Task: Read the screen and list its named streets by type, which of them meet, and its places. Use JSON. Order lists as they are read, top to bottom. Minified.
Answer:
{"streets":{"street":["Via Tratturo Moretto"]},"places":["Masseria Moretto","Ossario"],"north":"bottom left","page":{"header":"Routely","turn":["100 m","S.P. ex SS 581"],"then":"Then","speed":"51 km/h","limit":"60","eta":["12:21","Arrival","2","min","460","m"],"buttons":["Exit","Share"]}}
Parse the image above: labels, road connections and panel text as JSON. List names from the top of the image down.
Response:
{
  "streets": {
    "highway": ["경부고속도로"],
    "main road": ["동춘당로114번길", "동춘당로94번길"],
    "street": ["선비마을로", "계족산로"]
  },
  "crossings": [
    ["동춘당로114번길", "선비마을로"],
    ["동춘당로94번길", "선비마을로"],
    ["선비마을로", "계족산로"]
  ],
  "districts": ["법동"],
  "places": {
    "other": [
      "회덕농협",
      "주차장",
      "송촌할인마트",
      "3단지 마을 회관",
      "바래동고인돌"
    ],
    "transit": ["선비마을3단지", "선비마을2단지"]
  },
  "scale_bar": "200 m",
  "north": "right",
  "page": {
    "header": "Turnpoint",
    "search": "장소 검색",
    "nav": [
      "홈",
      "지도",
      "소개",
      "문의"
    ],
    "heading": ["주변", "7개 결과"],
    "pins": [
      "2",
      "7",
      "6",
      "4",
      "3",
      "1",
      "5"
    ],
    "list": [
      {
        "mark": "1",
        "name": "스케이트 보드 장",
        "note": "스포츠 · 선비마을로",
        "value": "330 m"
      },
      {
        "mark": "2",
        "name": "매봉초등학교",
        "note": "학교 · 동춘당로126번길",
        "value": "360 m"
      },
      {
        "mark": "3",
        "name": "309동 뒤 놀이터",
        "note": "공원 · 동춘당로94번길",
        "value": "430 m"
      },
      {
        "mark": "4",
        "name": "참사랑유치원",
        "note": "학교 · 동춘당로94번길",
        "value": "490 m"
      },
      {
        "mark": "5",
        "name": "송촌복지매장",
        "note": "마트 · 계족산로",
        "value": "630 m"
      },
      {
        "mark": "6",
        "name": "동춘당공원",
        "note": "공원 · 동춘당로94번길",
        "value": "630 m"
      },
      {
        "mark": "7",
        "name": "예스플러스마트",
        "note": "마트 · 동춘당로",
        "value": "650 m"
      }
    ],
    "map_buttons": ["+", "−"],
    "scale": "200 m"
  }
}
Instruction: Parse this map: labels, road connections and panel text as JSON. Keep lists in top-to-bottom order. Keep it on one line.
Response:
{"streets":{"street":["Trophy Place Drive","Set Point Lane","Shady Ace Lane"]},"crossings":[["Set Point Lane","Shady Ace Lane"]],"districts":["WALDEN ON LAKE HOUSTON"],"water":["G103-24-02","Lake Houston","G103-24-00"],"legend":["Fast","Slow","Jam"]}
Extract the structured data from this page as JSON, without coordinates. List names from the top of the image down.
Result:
------------------------
WHAT NEEDS TO BE DONE: Using the records above, gather all lines where the string "connections" is present.

WRITTEN RESPONSE:
Parse the image above: labels, road connections and panel text as JSON. List names from the top of the image down.
Instruction: Parse this map: labels, road connections and panel text as JSON. Keep lists in top-to-bottom order. Keep it on one line.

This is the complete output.